Interestingly, while the Royals’ starting pitchers struggled mightily (4.60 ERA), the team opted to bring back pitching coach Dave Eiland.
Eiland was brought to Kansas City to improve the team’s ability to throw strikes, yet the Royals were next to last in walks allowed (586).
“From my viewpoint, and from the feedback from Ned, we’re making progress,” Moore said. “There’s a swagger to our starting rotation that hasn’t been there before. I like the talent of our rotation – we have to execute pitches better and throw more strikes, but the talent is there.”
Yost defended the decision to bring back Eiland.
“I thought Dave did a great job,” he said. “The main reason we brought Dave in is to help develop Danny Duffy and Felipe Paulino. Those were two guys we thought that if they could get their mechanics straightened out, they’d be very productive. And they were having great years until they got hurt.
“Timmy Collins made some adjustments under Dave and had a great year. Bruce Chen did great. The only one who continued to struggle was Luke Hochevar. But they have a great relationship and they will continue to work to get it right.”
Seitzer will not get the chance to continue to work with a young offense that is bound to improve under any hitting coach.
Asked if Seitzer’s firing was directly tied to Hosmer’s year-long slump, Yost said, “It wasn’t just Hosmer. It was Moustakas and Francoeur. I just felt the (whole) offense underperformed.”
Yost suggested there was a difference in offensive philosophy between he and Seitzer.
“Look, Kevin was a tremendous hitter in the big leagues,” Yost said. “He was a much better hitter than any of us (on the staff). He was an All-Star.
“But his philosophy was basically stay to the middle of the field and to the opposite field. I think we got a group of young power hitters that are capable of hitting more home runs. Our offense (this year) was built more around singles and doubles and we drove the big parts of the gaps in our park.
“But it’s difficult to get three or four straight singles to score runs. We have to have the ability to open up our hitters a little more and use the power of our hitters with a quick strike. We would like to get a walk, a hit and then boom, a big strike for three runs. We’d like that rather than put together three or four singles each time.
“That’s the major difference in philosophy.”
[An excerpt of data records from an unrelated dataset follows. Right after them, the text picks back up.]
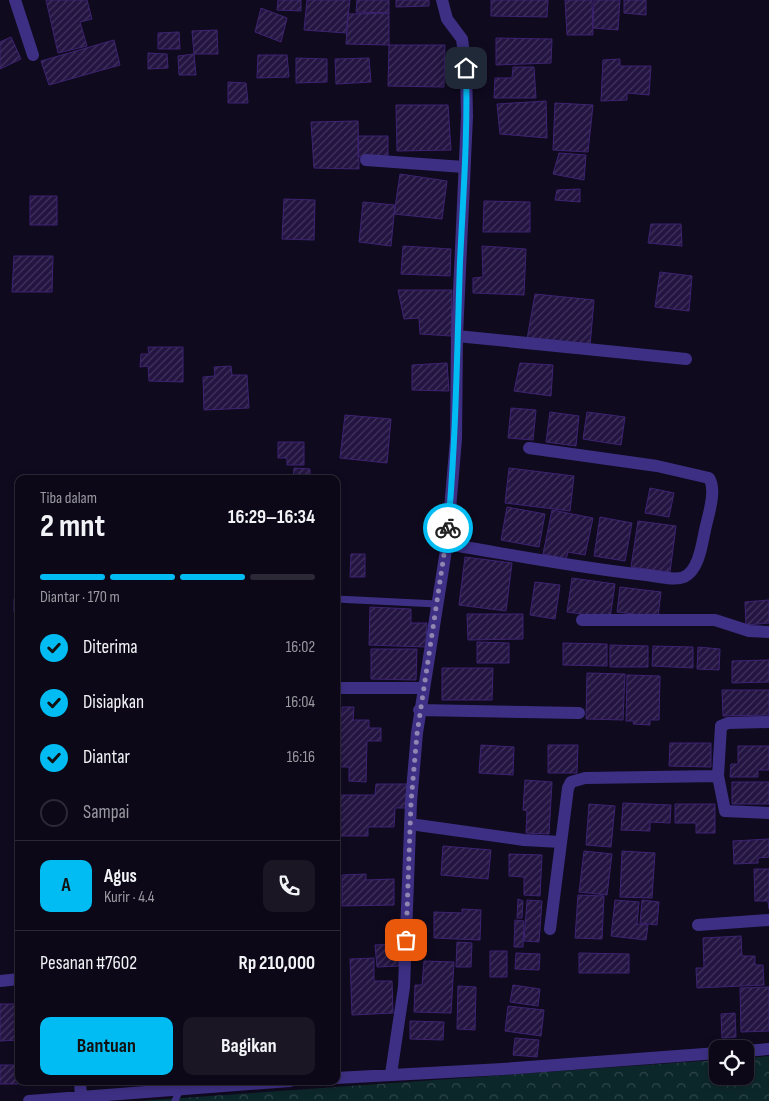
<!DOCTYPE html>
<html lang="id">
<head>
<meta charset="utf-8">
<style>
	body { margin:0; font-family:"Sofia Sans Condensed",sans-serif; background:#1a1624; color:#f1f3f6; height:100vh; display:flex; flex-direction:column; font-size:19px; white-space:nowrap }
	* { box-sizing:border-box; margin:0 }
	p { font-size:16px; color:#9a9aa1 }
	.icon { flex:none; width:28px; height:28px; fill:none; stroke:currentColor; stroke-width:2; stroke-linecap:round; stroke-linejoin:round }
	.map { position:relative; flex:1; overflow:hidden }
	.drawer { position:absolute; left:15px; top:475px; width:325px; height:610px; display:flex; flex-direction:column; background:#0c0817; border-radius:10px; box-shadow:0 2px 8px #0003,0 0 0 1px #2c2936 }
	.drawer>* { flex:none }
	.fabs { position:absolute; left:709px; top:1040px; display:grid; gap:10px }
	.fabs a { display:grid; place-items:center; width:45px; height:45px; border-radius:10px; background:#0c0817; box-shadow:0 2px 8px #0003,0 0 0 1px #2c2936; font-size:25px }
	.pin { position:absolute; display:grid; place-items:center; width:42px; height:42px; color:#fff; margin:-21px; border-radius:10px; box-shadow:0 2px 8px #0006 }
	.courier { position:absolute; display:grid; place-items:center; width:50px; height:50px; margin:-25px; border:4px solid #00bcf3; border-radius:50%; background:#fff; color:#222; box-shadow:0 1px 6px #0007 }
	.overview em { font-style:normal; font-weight:700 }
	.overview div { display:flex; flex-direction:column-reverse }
	.overview { display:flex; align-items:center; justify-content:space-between; height:85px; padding:0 25px }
	h1 { font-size:32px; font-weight:700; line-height:38px }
	.bar { display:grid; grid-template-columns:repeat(4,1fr); gap:8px 5px; align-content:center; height:60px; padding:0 25px }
	.bar i { height:6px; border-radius:4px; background:#2c2936 }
	.bar .selected { background:#00bcf3 }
	.bar p { grid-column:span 4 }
	.line { display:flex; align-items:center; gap:12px; padding:0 25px; border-top:1px solid #2c2936 }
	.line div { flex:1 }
	.round { display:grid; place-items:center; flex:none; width:52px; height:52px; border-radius:10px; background:#1a1624 }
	ol { padding:0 25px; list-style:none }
	li { display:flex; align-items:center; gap:15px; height:55px }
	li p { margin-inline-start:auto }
	li .icon { padding:5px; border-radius:50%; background:#00bcf3; color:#111; stroke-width:4 }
	li:last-child { color:#9a9aa1 }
	li i { width:28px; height:28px; border:2px solid #2c2936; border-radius:50% }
	.primary-button { display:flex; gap:10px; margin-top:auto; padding:10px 25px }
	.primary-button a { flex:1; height:58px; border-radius:10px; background:#00bcf3; color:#111; font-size:20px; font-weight:700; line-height:58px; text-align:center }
	.primary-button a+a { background:#1a1624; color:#f1f3f6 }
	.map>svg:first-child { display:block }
</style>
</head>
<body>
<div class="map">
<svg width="769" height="1101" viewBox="0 0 769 1101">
	<defs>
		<pattern id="park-crowns" width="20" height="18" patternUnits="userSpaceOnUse" patternTransform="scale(1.25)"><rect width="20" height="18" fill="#0c272a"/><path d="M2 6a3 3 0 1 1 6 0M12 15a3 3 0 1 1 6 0" fill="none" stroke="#2e454a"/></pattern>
		<pattern id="building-hatch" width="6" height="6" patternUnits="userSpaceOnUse" patternTransform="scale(1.25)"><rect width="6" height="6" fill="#231442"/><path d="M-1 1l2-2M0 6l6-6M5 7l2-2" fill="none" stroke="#42355e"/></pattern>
	</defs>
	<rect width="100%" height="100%" fill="#100a1f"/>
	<path fill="url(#park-crowns)" d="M 769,1056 L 769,1101 L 139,1101 L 717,1060 L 718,1076 L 745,1076 L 745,1058 Z"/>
	<path fill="url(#building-hatch)" stroke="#3d2371" d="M 46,0 L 87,0 L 92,19 L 80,22 L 87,46 L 58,53 Z
		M 278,0 L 301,0 L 301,11 L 277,10 Z
		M 307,0 L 350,0 L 346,33 L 304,30 Z
		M 357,0 L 389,0 L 389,13 L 356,12 Z
		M 396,0 L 429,0 L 429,6 L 396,7 Z
		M 491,0 L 548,0 L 547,17 L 491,16 Z
		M 565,0 L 592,0 L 593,35 L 567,35 Z
		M 594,0 L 620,0 L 618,30 L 593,28 Z
		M 624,0 L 646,0 L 646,15 L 624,13 Z
		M 261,8 L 287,18 L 281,42 L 255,32 Z
		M 389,13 L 389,45 L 346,44 L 348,14 Z
		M 217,30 L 218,54 L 194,54 L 192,31 Z
		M 179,32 L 180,49 L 158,49 L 158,33 Z
		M 11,37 L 21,59 L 0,69 L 0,42 Z
		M 496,38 L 552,39 L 551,63 L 496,65 Z
		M 114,40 L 120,65 L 49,85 L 41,61 Z
		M 389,45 L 445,45 L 444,87 L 388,86 Z
		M 148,53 L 167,54 L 168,68 L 148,69 Z
		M 194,54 L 196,75 L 179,75 L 178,56 Z
		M 258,55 L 287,55 L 289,77 L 257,78 Z
		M 296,58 L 327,59 L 327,82 L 296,83 Z
		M 369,58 L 371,82 L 336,84 L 335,59 Z
		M 620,59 L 620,66 L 651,66 L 649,95 L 627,93 L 627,100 L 601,101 L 603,60 Z
		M 513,67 L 534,67 L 536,98 L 494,98 L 495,78 L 512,78 Z
		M 228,82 L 246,83 L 248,103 L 228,103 Z
		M 546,101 L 547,138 L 500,134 L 497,104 Z
		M 555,103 L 593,105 L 588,152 L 553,150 Z
		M 396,105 L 448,105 L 451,150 L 397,151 Z
		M 358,121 L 359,169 L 314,168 L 311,122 Z
		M 358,136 L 388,136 L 388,157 L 358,157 Z
		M 559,153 L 586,155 L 584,180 L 553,174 Z
		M 400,174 L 447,181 L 442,219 L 394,214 Z
		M 580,189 L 580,202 L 555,200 L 557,190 Z
		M 30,196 L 57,196 L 57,225 L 30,225 Z
		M 284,199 L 315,200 L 314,240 L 282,239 Z
		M 484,201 L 530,202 L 530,232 L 483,232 Z
		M 363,202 L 395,205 L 391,246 L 359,242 Z
		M 651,224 L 681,224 L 682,246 L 648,243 Z
		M 403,246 L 451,249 L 450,276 L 401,274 Z
		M 482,246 L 526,249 L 524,295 L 473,293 L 473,278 L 483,277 Z
		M 14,256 L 53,256 L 52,292 L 12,292 Z
		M 660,272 L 692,276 L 689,311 L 655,307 Z
		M 398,290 L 452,290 L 451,336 L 420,334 L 419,318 L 404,319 Z
		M 535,294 L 594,300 L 590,346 L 527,339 Z
		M 148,347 L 183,347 L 183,382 L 149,381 L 148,366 L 140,367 L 141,354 L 149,354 Z
		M 447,363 L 449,391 L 412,390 L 412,365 Z
		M 520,363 L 553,365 L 551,396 L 514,391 Z
		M 231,366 L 232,375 L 247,375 L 249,408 L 204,410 L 203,377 L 215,376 L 214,367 Z
		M 511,408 L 536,410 L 533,440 L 508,438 Z
		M 550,412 L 579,416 L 576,446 L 546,442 Z
		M 587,412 L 625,417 L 621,445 L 583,439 Z
		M 345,415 L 391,419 L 387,463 L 340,458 Z
		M 278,442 L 304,442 L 304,465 L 287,465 L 287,458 L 278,458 Z
		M 294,468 L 310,469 L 310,479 L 293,479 Z
		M 509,468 L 574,476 L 570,511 L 505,503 Z
		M 650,488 L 674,493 L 669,517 L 645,513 Z
		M 507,507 L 545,514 L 539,547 L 501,540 Z
		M 552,510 L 593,518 L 585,555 L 568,552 L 566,559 L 543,554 Z
		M 600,517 L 632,523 L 625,561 L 594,556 Z
		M 638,521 L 676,526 L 670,572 L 631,567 Z
		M 351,554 L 365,554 L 365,577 L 350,577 Z
		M 465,557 L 512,563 L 506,611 L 459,605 Z
		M 572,578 L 615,584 L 610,618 L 567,612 Z
		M 535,582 L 560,585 L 555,619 L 530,615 Z
		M 620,587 L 661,592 L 658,617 L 617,612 Z
		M 14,599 L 19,599 L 19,612 L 14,612 Z
		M 769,600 L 769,623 L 746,625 L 745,602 Z
		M 370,607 L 411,609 L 411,623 L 427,623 L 426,647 L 369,645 Z
		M 467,614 L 523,614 L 523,639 L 468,640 Z
		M 477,642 L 509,643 L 509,663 L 477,663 Z
		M 563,643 L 607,644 L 607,666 L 563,665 Z
		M 610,645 L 648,646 L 648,667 L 610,667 Z
		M 653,646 L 693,647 L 693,668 L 652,666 Z
		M 698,647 L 720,649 L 719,670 L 697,669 Z
		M 371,649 L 417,649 L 416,680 L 371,679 Z
		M 769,660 L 769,682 L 732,683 L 732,661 Z
		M 442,668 L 493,668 L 492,700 L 442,700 Z
		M 587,673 L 625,674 L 623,720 L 586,719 Z
		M 627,675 L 660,676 L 659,720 L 650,720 L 650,725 L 633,724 L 634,721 L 626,721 Z
		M 722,690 L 769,690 L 769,715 L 723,716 Z
		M 342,707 L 354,707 L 353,720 L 369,720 L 369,728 L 381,728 L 381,741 L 367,741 L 366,782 L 349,781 L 349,767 L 336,767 L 336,714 L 342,714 Z
		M 670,743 L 711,743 L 711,767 L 669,766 Z
		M 481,745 L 514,747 L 513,775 L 479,773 Z
		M 548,745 L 578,745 L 577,773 L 548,773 Z
		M 738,746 L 769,746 L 769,770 L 758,770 L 758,777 L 730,777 L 731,764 L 738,764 Z
		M 525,780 L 552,782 L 549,834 L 526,833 L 527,811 L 523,810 Z
		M 732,782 L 769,782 L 769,804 L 732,804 Z
		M 376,784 L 408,784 L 408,808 L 395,808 L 394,827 L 368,827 L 368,836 L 337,836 L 338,795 L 375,795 Z
		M 623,803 L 671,805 L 670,823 L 650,822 L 650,831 L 621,830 Z
		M 589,804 L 615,806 L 611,847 L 586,845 Z
		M 675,804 L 715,804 L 715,833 L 696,833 L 696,823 L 675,823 Z
		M 769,839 L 769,857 L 758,858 L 758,863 L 734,864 L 733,841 Z
		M 443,846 L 491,850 L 488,879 L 441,875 Z
		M 584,851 L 612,854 L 607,895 L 579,892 Z
		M 622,851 L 655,853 L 652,898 L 620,897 Z
		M 509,854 L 542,855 L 540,896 L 524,895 L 524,877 L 509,876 Z
		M 754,869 L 769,869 L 769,909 L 768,901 L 755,901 Z
		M 366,874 L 366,880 L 394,879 L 394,905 L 342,906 L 342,875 Z
		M 578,895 L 604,896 L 602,939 L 575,938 Z
		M 518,899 L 523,901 L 522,918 L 517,918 Z
		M 527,900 L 542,901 L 539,942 L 524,941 Z
		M 615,900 L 639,902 L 637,924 L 648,925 L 646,940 L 611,936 Z
		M 642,900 L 659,902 L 657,925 L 640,923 Z
		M 462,909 L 481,910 L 480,940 L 434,938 L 434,912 L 462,913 Z
		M 515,920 L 524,921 L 523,947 L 514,947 Z
		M 741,936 L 742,956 L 755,956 L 755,965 L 763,965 L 764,985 L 697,988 L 696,968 L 704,968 L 703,938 Z
		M 457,942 L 472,943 L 471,967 L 456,967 Z
		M 398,944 L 399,966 L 377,967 L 375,945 Z
		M 490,951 L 507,951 L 507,977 L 490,977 Z
		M 516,953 L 540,954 L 539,970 L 515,969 Z
		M 579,953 L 629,954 L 629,973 L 579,973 Z
		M 374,958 L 374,981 L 392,981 L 393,1013 L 352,1015 L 350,959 Z
		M 424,961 L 454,962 L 451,1013 L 414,1012 L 415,985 L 422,985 Z
		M 513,985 L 540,989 L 538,1006 L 510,1002 Z
		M 458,986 L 476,987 L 475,1030 L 457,1029 Z
		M 769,987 L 769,1031 L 741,1032 L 740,988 Z
		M 0,1004 L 19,1004 L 19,1040 L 0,1041 Z
		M 508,1006 L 544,1010 L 541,1036 L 505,1031 Z
		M 735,1013 L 736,1037 L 722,1038 L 721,1014 Z
		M 410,1021 L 444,1022 L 443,1040 L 410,1039 Z
		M 515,1038 L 539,1040 L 537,1057 L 513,1055 Z
		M 0,1065 L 19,1065 L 18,1084 L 0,1084 Z
		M 23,1081 L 46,1081 L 46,1084 L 23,1084 Z"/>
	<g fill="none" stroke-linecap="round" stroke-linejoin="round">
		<path stroke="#3d3084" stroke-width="7" d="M 336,599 L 437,604
			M 175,1101 L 180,1089"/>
		<path stroke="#3d3084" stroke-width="12" d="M 15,0 L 33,55
			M 366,160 L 464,167
			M 457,336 L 686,359
			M 447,544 C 513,555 579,568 646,575 C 657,576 674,581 684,577 C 699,570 702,544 705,530 C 708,516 717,490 709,478 L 657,466 L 529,448
			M 582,620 L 715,620 L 749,631 L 769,632
			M 336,688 L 422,688
			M 419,710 L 579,713
			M 769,722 L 728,723 L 721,726 L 718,776 L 725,811 L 769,813
			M 410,824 L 524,840 L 561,842
			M 698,925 L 769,920
			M 550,929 L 568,788 L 571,782 L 585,778 L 718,776
			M 0,981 L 19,979
			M 745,1051 L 769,1049
			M 391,1074 L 404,987 L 411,802 L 417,733 L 447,544 L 456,439 L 457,336 L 467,116 L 466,69 L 462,39 L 447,19 L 442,0
			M 336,1078 L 503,1069 L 718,1053
			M 80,1081 L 81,1097
			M 29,1101 L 290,1081"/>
	</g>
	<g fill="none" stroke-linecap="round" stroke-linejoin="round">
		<path stroke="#9086b1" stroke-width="5" stroke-dasharray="0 9" d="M 406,940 L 411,802 L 417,734 L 448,528"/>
		<path stroke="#00bcf3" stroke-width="6" d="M 448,528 C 456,439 457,351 460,262 C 463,198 468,133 466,68"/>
	</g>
</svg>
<div class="fabs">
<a><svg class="icon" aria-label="locate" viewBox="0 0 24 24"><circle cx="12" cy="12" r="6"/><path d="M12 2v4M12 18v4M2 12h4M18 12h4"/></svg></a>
</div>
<div class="pin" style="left:406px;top:940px;background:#ea580c"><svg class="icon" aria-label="bag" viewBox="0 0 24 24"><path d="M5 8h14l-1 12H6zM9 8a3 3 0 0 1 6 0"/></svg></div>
<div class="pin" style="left:466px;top:68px;background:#1f2937"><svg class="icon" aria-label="home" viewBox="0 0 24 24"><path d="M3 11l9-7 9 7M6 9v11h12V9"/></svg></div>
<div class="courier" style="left:448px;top:528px"><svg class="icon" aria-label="bike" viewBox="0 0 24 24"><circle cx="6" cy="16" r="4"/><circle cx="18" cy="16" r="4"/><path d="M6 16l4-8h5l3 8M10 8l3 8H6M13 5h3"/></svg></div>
<section class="drawer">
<div class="overview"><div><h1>2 mnt</h1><p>Tiba dalam</p></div><em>16:29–16:34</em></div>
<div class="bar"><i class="selected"></i><i class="selected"></i><i class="selected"></i><i></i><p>Diantar · 170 m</p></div>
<ol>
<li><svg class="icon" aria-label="check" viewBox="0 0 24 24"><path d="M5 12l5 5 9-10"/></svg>Diterima<p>16:02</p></li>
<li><svg class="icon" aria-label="check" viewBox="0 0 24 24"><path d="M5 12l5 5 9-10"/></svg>Disiapkan<p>16:04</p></li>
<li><svg class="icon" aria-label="check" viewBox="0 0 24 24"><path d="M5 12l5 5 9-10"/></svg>Diantar<p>16:16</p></li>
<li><i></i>Sampai</li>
</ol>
<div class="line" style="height:90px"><b class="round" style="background:#00bcf3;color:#111">A</b><div><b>Agus</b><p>Kurir · 4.4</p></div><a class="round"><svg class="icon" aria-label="phone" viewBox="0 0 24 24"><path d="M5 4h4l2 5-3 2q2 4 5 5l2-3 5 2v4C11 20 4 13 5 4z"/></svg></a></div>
<div class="line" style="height:65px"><div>Pesanan #7602</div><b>Rp 210,000</b></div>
<div class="primary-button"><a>Bantuan</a><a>Bagikan</a></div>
</section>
</div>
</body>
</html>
Moore said he supported Yost’s decision.
“Kevin is one of the most gifted coaches I’ve ever been around and one of the best people,” Moore said. “That’s what makes it hard. We make these decisions together as a group (but) Ned has to have the final say and be the authority. He’s there with his staff day in and day out. He has to ultimately feel comfortable with his staff. I have to trust his judgment.”